:: What you are asked to do ::
Of the entries below, return exactly those lines that fall between the one containing "gsave x y translate w h scale" and the one containing "4 setmiterlimit", the two end lines included.

Items from a data source:
>>>
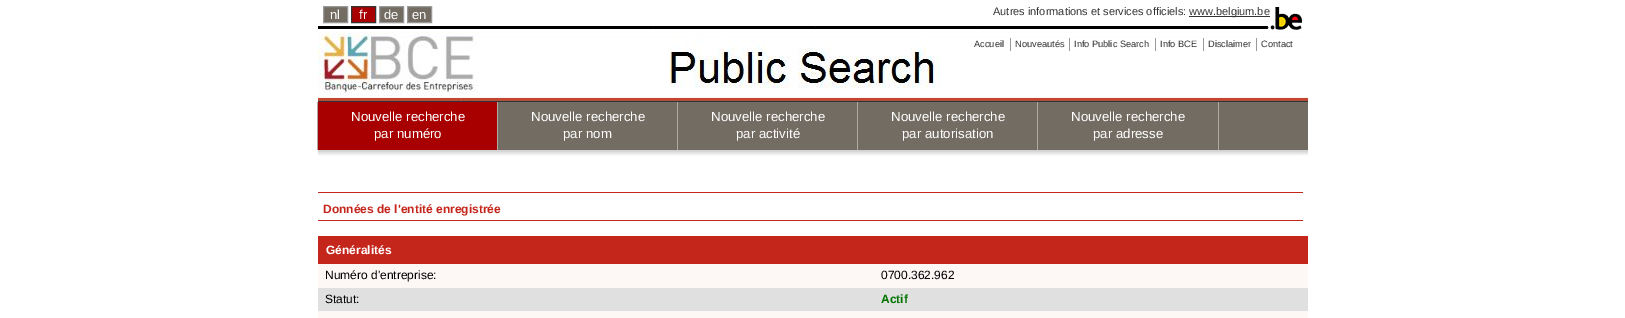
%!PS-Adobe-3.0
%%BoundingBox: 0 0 1625 318
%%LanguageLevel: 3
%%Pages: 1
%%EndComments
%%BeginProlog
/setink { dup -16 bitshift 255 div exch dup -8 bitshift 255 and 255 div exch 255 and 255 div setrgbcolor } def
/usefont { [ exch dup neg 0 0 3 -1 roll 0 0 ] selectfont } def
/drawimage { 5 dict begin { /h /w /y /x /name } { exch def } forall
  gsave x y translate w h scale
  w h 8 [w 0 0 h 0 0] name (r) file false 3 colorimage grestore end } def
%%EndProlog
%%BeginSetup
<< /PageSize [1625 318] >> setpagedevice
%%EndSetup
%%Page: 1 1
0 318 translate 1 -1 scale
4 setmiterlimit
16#FFFFFF setink
0 0 1625 318 rectfill
(img1.raw) 318 32 990 69 drawimage
(img2.raw) 318 26 951 3 drawimage
16#736C63 setink
323.5 6.5 moveto 347.5 6.5 lineto 347.5 22.5 lineto 323.5 22.5 lineto closepath gsave fill grestore
16#999999 setink
stroke
/LiberationSans-Regular 13 usefont
16#FFFFFF setink
330 19 moveto (nl) show
16#A80000 setink
351.5 6.5 moveto 375.5 6.5 lineto 375.5 22.5 lineto 351.5 22.5 lineto closepath gsave fill grestore
16#333333 setink
stroke
16#FFFFFF setink
359 19 moveto (fr) show
16#736C63 setink
379.5 6.5 moveto 403.5 6.5 lineto 403.5 22.5 lineto 379.5 22.5 lineto closepath gsave fill grestore
16#999999 setink
stroke
16#FFFFFF setink
384 19 moveto (de) show
16#736C63 setink
407.5 6.5 moveto 431.5 6.5 lineto 431.5 22.5 lineto 407.5 22.5 lineto closepath gsave fill grestore
16#999999 setink
stroke
16#FFFFFF setink
412 19 moveto (en) show
/LiberationSans-Regular 11 usefont
16#333333 setink
993 15 moveto (Autres informations et services officiels:) show
1189 16 81 1 rectfill
1189 15 moveto (www.belgium.be) show
(img3.raw) 1270 7 32 23 drawimage
/LiberationSans-Regular 9.25 usefont
974 47 moveto (Accueil) show
16#999999 setink
1010 38 1 13 rectfill
16#333333 setink
1015 47 moveto (Nouveautés) show
16#999999 setink
1069 38 1 13 rectfill
16#333333 setink
1074 47 moveto (Info Public Search) show
16#999999 setink
1155 38 1 13 rectfill
16#333333 setink
1160 47 moveto (Info BCE) show
16#999999 setink
1203 38 1 13 rectfill
16#333333 setink
1208 47 moveto (Disclaimer) show
16#999999 setink
1256 38 1 13 rectfill
16#333333 setink
1261 47 moveto (Contact) show
[
    [1219 102 89 48 16#736C63]
    [318 101 990 1 16#333333]
    [318 102 179 48 16#A80000]
    [317 102 1 48 16#AFA9A1]
] { aload pop setink rectfill } forall
/LiberationSans-Regular 13.25 usefont
16#FFFFFF setink
351 121 moveto (Nouvelle recherche) show
374 138 moveto (par numéro) show
16#736C63 setink
498 102 179 48 rectfill
16#AFA9A1 setink
497 102 1 48 rectfill
16#FFFFFF setink
531 121 moveto (Nouvelle recherche) show
563 138 moveto (par nom) show
16#736C63 setink
678 102 179 48 rectfill
16#AFA9A1 setink
677 102 1 48 rectfill
16#FFFFFF setink
711 121 moveto (Nouvelle recherche) show
736 138 moveto (par activité) show
16#736C63 setink
858 102 179 48 rectfill
16#AFA9A1 setink
857 102 1 48 rectfill
16#FFFFFF setink
891 121 moveto (Nouvelle recherche) show
902 138 moveto (par autorisation) show
[
    [1038 102 180 48 16#736C63]
    [1218 102 1 48 16#AFA9A1]
    [1037 102 1 48 16#AFA9A1]
] { aload pop setink rectfill } forall
16#FFFFFF setink
1071 121 moveto (Nouvelle recherche) show
1093 138 moveto (par adresse) show
(img4.raw) 318 150 990 6 drawimage
16#C5261B setink
318 192 985 1 rectfill
318 220 985 1 rectfill
/LiberationSans-Bold 12 usefont
323 213 moveto (Données de l'entité enregistrée) show
318 236 990 28 rectfill
16#FFFFFF setink
326 254 moveto (Généralités) show
16#FDF7F6 setink
318 264 990 24 rectfill
/LiberationSans-Regular 12 usefont
16#000000 setink
325 279 moveto (Numéro d'entreprise:) show
881 279 moveto (0700.362.962) show
16#E0E0E0 setink
318 288 990 23 rectfill
16#000000 setink
325 303 moveto (Statut:) show
/LiberationSans-Bold 12 usefont
16#007400 setink
881 303 moveto (Actif) show
16#FDF7F6 setink
318 311 990 7 rectfill
showpage
%%EOF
<<<
:: Answer to this problem ::
  gsave x y translate w h scale
  w h 8 [w 0 0 h 0 0] name (r) file false 3 colorimage grestore end } def
%%EndProlog
%%BeginSetup
<< /PageSize [1625 318] >> setpagedevice
%%EndSetup
%%Page: 1 1
0 318 translate 1 -1 scale
4 setmiterlimit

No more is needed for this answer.